Sebagai bank kustodian, kini bank pertama murni syariah di Indonesia ini dapat melayani pencatatan, penyelesaian, dan penyimpanan efek syariah, administrasi fund, serta layanan lainnya.
Kepala Badan Pelaksana BPKH, Fadlul Imansyah menyampaikan bahwa kolaborasi tersebut sejalan dengan upaya BPKH meningkatkan efisiensi dan transparansi dalam pengelolaan dana haji. Ia berharap kerja sama ini dapat memberikan manfaat optimal bagi calon jemaah haji Indonesia.
“Melalui kemitraan dengan Bank Muamalat, kami optimistis bahwa investasi BPKH dapat dikelola dengan lebih profesional, efisien, dan sesuai prinsip syariah. Langkah ini juga mendukung visi kami dalam memperkuat ekosistem keuangan syariah di Indonesia,” imbuh Fadlul.

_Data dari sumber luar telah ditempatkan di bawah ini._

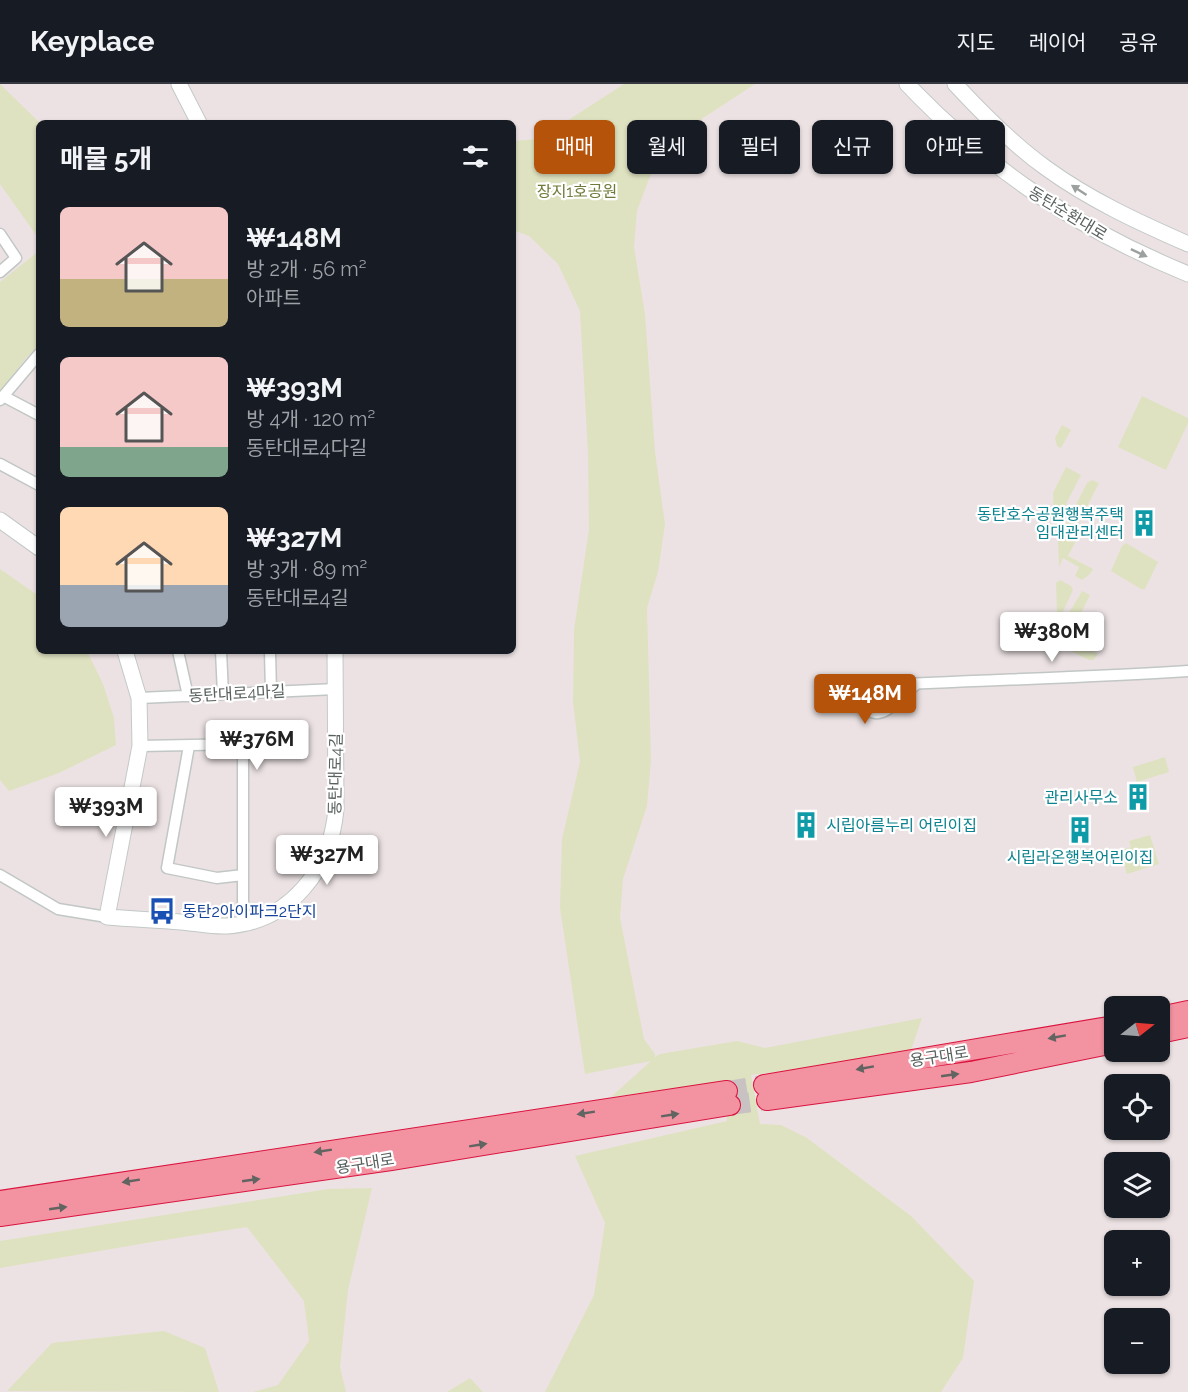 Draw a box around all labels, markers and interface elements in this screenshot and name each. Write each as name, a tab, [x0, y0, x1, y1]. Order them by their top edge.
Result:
text: Keyplace	[30, 25, 155, 58]
text: 지도	[957, 30, 995, 55]
text: 레이어	[1028, 30, 1086, 55]
text: 공유	[1119, 30, 1158, 55]
chip: 매매	[534, 120, 615, 174]
chip: 월세	[627, 120, 707, 174]
chip: 필터	[719, 120, 800, 174]
chip: 신규	[812, 120, 893, 174]
chip: 아파트	[905, 120, 1005, 174]
icon: filters	[459, 140, 492, 173]
text: 매물 5개	[60, 144, 152, 174]
park label: 장지1호공원	[537, 182, 617, 201]
street label: 동탄순환대로	[1025, 183, 1111, 244]
one-way arrow	[1071, 184, 1088, 195]
text: ₩148M	[246, 223, 342, 253]
icon: home	[108, 231, 180, 303]
one-way arrow	[1131, 249, 1148, 258]
text: 방 2개 · 56 m²	[246, 257, 367, 281]
text: 아파트	[246, 286, 301, 310]
text: ₩393M	[246, 373, 343, 403]
icon: home	[108, 381, 180, 453]
text: 방 4개 · 120 m²	[246, 407, 375, 431]
text: 동탄대로4다길	[246, 436, 367, 460]
place label: 동탄호수공원행복주택 임대관리센터	[977, 505, 1124, 542]
building icon: 동탄호수공원행복주택 임대관리센터	[1129, 508, 1159, 538]
text: ₩327M	[246, 523, 342, 553]
icon: home	[108, 531, 180, 603]
text: 방 3개 · 89 m²	[246, 557, 367, 581]
text: 동탄대로4길	[246, 586, 349, 610]
pin: ₩380M	[1010, 612, 1094, 663]
text: ₩380M	[1014, 619, 1090, 643]
pin: ₩148M	[823, 674, 907, 725]
street label: 동탄대로4마길	[188, 681, 286, 706]
text: ₩148M	[828, 681, 902, 705]
pin: ₩376M	[215, 720, 299, 771]
text: ₩376M	[220, 727, 294, 751]
street label: 동탄대로4길	[325, 733, 346, 815]
building icon: 관리사무소	[1123, 782, 1153, 812]
pin: ₩393M	[64, 787, 148, 838]
place label: 관리사무소	[1044, 788, 1118, 807]
text: ₩393M	[69, 794, 143, 818]
building icon: 시립아름누리 어린이집	[791, 810, 821, 840]
building icon: 시립라온행복어린이집	[1065, 815, 1095, 845]
place label: 시립아름누리 어린이집	[826, 816, 977, 835]
pin: ₩327M	[285, 835, 369, 886]
text: ₩327M	[290, 842, 364, 866]
place label: 시립라온행복어린이집	[1006, 848, 1154, 867]
bus stop icon: 동탄2아이파크2단지	[147, 896, 177, 926]
place label: 동탄2아이파크2단지	[182, 902, 316, 921]
north arrow	[1104, 996, 1170, 1062]
map controls	[1104, 996, 1170, 1374]
one-way arrow	[1047, 1032, 1066, 1041]
street label: 용구대로	[909, 1042, 970, 1070]
one-way arrow	[855, 1064, 874, 1073]
one-way arrow	[940, 1070, 959, 1080]
button: locate	[1104, 1074, 1170, 1140]
one-way arrow	[576, 1108, 595, 1117]
one-way arrow	[661, 1110, 680, 1119]
one-way arrow	[468, 1141, 487, 1150]
one-way arrow	[314, 1147, 333, 1156]
street label: 용구대로	[335, 1149, 396, 1177]
button: layers	[1104, 1152, 1170, 1218]
one-way arrow	[241, 1175, 260, 1184]
one-way arrow	[121, 1176, 140, 1185]
one-way arrow	[49, 1203, 68, 1212]
button: +	[1104, 1230, 1170, 1296]
button: −	[1104, 1308, 1170, 1374]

Selain dengan BPKH, pada kesempatan ini Bank Muamalat juga menandatangani nota kesepahaman dengan mitra lainnya seperti Dana Pensiun Lembaga Keuangan (DPLK) Muamalat dan Fundtastic.
Ke depan, Karno menyebut, Bank Muamalat akan melakukan roadshow ke sejumlah mitra potensial seperti manajer investasi, perusahaan asuransi, dana pensiun, dan mitra potensial lainnya.
“Dengan keunggulan layanan yang dimiliki, Insya Allah kami dapat memberikan kemudahan bagi para investor untuk mengelola aset secara lebih efisien dan terukur dengan prinsip syariah serta menghadirkan struktur biaya yang kompetitif,” pungkas Karno.[zul]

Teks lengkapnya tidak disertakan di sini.